Fool.com: Nortel Eyes Growth in Optical Networking (News) October 27, 1999

Nortel Eyes Growth in Optical Networking

By Brian Graney (TMF Panic)
October 27, 1999

Northern neighbor telecommunications equipment supplier Nortel Networks (NYSE: NT) gained some ground this morning after turning in strong growth results for the third quarter. Overall, revenues rose 30% year-over-year to $5.39 billion and earnings per share (excluding charges related to the acquisition of Bay Networks) rose 33% to $0.28. A higher U.S. tax deduction related to the exercise of stock options lowered the company's effective tax rate for the period and contributed $0.02 to the EPS figure. But even without the tax-related bonus, the quarterly earnings results were in line with analysts' expectations.

Nortel is definitely on a tear, outperforming most of its expected growth rates for this year. Here's what the segment growth in the third quarter looked like:

Segment     Expected CAGR (1998 - 2001)     Q3 Growth Rate

Carriers               20%                       32%
Enterprise             15%                       27%*
Wireless               23%                    mid-teens
*Includes results from Bay Networks
Source: Nortel, Motley Fool data

The company's carrier business, which provides networking products for Internet service providers, public carriers, and cable networks, stole the show during Q3. Revenues rose 32% in the quarter, largely on the back of exploding demand for optical networking and access products. At the beginning of the year, Nortel was selling its optical products at a 50% growth clip; the annual sales rate has since accelerated to over 100%. Similarly, the company's smaller access products are also seeing triple-digit sales growth.

In fact, Nortel could have done even more optical Internet business during the period if it had not sold out many of its products. On a conference call last night, the company said it is increasing capacity to satisfy the still-rising demand and expects to be fully caught-up with optical demand by the end of the year.
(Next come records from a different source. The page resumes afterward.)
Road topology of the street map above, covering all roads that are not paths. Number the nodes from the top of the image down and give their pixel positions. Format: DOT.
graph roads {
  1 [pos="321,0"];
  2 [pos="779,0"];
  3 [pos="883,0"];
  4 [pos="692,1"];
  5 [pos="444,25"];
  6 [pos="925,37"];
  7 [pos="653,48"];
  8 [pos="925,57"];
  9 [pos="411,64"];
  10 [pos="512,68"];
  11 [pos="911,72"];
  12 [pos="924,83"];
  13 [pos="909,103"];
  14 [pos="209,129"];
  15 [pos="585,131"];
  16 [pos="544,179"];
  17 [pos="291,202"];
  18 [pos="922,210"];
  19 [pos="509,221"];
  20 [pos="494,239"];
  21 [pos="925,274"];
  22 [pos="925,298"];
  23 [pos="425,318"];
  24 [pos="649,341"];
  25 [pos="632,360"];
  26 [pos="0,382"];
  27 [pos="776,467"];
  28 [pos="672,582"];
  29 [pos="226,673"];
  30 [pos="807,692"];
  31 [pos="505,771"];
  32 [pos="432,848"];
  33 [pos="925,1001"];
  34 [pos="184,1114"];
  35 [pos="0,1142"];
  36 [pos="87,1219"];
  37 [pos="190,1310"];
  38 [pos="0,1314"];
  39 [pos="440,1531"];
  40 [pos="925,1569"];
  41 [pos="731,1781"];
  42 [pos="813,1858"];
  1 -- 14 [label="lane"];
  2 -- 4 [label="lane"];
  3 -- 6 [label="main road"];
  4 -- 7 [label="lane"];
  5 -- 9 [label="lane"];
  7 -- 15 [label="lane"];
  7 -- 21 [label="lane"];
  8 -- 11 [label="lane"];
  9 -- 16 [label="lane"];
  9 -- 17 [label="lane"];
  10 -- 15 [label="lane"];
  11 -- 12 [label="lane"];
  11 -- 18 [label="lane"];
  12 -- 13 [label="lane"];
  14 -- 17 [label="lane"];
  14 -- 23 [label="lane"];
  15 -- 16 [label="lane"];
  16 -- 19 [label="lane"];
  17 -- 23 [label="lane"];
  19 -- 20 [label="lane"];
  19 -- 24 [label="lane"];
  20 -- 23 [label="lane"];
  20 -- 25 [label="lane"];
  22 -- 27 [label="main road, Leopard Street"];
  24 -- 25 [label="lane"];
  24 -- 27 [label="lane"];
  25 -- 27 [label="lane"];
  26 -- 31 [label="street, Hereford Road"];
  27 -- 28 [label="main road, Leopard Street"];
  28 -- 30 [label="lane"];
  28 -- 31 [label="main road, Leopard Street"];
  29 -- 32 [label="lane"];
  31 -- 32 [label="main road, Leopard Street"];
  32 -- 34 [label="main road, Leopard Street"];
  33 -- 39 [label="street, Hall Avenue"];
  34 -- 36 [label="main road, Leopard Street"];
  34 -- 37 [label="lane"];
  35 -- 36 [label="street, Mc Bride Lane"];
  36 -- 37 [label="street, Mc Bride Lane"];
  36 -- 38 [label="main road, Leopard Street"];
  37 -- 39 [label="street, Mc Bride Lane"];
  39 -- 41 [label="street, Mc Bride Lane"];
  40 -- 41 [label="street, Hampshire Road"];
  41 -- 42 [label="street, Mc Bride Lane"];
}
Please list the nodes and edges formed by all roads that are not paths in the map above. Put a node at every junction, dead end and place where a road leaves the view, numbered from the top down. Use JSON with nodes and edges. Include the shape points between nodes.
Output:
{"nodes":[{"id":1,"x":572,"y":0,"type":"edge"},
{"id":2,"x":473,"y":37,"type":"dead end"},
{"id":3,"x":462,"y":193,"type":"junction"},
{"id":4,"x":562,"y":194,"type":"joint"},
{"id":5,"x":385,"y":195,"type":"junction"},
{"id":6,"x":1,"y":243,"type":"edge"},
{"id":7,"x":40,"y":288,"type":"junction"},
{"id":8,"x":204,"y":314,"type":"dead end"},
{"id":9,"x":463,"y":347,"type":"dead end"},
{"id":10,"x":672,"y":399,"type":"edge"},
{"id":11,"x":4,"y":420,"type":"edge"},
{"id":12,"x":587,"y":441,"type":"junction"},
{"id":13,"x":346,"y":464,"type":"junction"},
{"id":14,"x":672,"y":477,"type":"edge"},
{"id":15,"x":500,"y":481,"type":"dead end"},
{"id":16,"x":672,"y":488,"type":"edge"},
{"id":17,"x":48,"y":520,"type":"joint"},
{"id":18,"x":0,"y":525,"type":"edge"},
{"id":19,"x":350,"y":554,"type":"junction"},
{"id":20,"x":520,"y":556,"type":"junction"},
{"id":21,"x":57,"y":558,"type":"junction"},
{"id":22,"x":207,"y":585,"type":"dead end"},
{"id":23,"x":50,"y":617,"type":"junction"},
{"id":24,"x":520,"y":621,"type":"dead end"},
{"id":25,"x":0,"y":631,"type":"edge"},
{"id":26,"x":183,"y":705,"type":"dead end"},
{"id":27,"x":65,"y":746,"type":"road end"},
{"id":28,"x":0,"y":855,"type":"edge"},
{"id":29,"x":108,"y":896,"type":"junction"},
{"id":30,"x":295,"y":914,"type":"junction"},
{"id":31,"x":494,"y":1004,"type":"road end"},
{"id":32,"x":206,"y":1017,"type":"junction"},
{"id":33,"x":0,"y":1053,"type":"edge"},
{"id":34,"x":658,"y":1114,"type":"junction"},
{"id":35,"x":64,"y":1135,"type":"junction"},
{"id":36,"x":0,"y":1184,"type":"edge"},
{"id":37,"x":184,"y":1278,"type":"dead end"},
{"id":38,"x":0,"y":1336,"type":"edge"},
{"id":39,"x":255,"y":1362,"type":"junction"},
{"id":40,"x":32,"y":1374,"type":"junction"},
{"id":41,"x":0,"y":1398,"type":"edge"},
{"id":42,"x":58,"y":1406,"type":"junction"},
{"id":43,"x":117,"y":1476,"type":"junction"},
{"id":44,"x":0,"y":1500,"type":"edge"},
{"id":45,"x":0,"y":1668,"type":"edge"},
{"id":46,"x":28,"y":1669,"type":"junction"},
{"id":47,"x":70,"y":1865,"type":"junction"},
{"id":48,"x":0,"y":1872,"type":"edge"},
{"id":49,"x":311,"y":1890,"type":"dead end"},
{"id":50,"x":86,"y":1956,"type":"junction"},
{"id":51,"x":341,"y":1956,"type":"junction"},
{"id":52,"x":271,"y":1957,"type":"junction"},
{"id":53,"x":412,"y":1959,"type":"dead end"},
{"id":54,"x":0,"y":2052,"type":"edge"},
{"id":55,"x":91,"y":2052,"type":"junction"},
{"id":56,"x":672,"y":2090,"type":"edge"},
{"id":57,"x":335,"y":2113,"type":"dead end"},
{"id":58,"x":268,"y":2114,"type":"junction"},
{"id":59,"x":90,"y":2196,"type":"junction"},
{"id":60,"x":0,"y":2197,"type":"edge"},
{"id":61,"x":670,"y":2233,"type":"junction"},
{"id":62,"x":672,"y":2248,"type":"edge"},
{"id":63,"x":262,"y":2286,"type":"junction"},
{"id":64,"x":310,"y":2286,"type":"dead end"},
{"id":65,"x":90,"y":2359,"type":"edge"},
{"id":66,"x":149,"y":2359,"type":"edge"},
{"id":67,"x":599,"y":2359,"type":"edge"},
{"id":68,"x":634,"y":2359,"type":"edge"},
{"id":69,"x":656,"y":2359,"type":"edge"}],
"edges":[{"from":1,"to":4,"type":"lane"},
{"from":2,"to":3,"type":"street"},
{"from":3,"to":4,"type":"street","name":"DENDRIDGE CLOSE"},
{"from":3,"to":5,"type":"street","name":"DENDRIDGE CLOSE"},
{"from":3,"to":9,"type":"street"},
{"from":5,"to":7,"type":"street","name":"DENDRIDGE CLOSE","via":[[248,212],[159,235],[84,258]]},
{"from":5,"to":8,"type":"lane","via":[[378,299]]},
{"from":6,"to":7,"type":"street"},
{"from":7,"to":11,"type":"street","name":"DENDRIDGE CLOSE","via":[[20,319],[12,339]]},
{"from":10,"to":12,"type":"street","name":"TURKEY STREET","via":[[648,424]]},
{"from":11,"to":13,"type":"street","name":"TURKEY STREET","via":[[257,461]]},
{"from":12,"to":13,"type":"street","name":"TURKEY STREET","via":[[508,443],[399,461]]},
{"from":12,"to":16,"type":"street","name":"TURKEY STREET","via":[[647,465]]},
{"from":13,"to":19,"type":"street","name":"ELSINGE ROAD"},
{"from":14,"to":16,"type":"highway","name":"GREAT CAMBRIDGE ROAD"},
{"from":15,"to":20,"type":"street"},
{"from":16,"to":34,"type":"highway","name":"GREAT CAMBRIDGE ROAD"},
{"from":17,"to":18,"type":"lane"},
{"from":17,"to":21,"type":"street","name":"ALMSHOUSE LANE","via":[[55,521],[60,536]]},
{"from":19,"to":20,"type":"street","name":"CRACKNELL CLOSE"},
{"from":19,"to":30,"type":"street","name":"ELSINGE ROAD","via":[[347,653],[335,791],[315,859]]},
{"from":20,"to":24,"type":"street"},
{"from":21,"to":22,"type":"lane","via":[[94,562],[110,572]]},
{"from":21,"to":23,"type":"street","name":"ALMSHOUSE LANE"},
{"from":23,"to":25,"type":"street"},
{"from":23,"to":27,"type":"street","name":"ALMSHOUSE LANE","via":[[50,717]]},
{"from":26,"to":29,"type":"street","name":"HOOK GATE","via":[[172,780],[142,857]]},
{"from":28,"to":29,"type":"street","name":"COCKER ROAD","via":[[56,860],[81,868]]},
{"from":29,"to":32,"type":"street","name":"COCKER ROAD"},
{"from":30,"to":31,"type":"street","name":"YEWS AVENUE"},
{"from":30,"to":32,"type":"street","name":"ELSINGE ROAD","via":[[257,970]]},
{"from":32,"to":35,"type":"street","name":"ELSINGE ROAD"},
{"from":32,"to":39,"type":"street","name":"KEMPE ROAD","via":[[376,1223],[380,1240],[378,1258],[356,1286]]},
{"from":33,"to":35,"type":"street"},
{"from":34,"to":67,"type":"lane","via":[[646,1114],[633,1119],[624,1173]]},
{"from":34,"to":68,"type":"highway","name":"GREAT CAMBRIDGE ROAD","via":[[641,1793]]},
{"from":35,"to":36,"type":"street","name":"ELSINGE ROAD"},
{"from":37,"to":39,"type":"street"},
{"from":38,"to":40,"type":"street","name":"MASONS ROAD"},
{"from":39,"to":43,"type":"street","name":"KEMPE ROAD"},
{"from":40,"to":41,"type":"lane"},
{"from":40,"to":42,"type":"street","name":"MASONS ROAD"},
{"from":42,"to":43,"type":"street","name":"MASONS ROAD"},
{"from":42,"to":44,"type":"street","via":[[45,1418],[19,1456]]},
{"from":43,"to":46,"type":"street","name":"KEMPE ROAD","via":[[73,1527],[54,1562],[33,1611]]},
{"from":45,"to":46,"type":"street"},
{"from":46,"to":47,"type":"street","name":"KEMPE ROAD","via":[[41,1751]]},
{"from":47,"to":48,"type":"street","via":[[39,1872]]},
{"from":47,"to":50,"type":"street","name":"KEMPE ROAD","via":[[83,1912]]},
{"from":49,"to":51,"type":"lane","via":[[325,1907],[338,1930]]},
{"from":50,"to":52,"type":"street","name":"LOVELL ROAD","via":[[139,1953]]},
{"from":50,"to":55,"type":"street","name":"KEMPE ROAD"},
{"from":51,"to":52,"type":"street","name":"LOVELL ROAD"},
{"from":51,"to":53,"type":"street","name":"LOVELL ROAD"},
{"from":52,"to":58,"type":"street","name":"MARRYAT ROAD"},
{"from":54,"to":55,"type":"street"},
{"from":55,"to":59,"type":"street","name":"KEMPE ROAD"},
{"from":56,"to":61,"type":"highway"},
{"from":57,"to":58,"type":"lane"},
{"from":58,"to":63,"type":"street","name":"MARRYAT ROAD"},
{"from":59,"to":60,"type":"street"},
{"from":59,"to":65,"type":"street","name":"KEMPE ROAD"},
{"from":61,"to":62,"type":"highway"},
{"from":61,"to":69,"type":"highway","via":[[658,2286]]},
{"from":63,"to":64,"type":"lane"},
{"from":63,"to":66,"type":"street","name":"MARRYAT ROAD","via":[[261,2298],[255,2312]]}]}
Quite frankly, Nortel has the fastest optical equipment out there, and its clients just can't seem to get enough of it. According to recent comments by Optical Internet group president Anil Khatod, optical sales are on track to hit $5 billion this year, up 70% to 80% from a year ago and dwarfing the $600 million in sales booked just four years ago. Scarrier still, the company expects optical demand to march smartly ahead for several more years and sees 2000 growth in line with the rate seen this year.

With that kind of growth outlook and the company plowing back 14% of revenues into research and development efforts to maintain its strong competitive position in optical and Internet Protocol (IP) networking, its easy to overlook the less impressive results turned in by the company's other two main business units.

Without factoring in the addition of Bay, the enterprise business reported flat results during the period. Of course, Nortel picked up Bay for the very reason of jumpstarting this segment, so excluding the unit's enterprise data networking business from the equation isn't really appropriate. A better indication of how the entire enterprise business is doing will come in Q4, which will include the first set of full quarter, year-on-year comparative results for Nortel with Bay on board.

Meanwhile, the wireless segment is also growing at a slower rate than was once envisioned as the company sees business tailing off in TDM switching. For 2000, Nortel is forecasting wireless sales growth in the teens, lower than the high-teens growth expected in enterprise and the 20%-plus growth previewed in the carrier business. Carrier should drive overall 2000 sales growth of 20% to 21%, with an expected increase in gross margins allowing for an earnings per share growth rate higher than the sales rate.

With its 200% share price appreciation over the past year -- dusting the 55% price rise by its larger and more visible U.S. rival, Lucent Technologies (NYSE: LU) -- Nortel is now comparably priced to its neighbor to the south in terms of trailing and foward price-to-earnings ratios. However, the company is still priced at a slight discount to Lucent in terms of price-to-sales, with Nortel's PSR at 3.7 compared to Lucent's 5.1. This alone does not mean that Nortel is cheap by any stretch of the analytical imagination, but it reflects the fact that the days of the market treating the company as merely Lucent's lower-tier Canadian understudy have largely come and gone.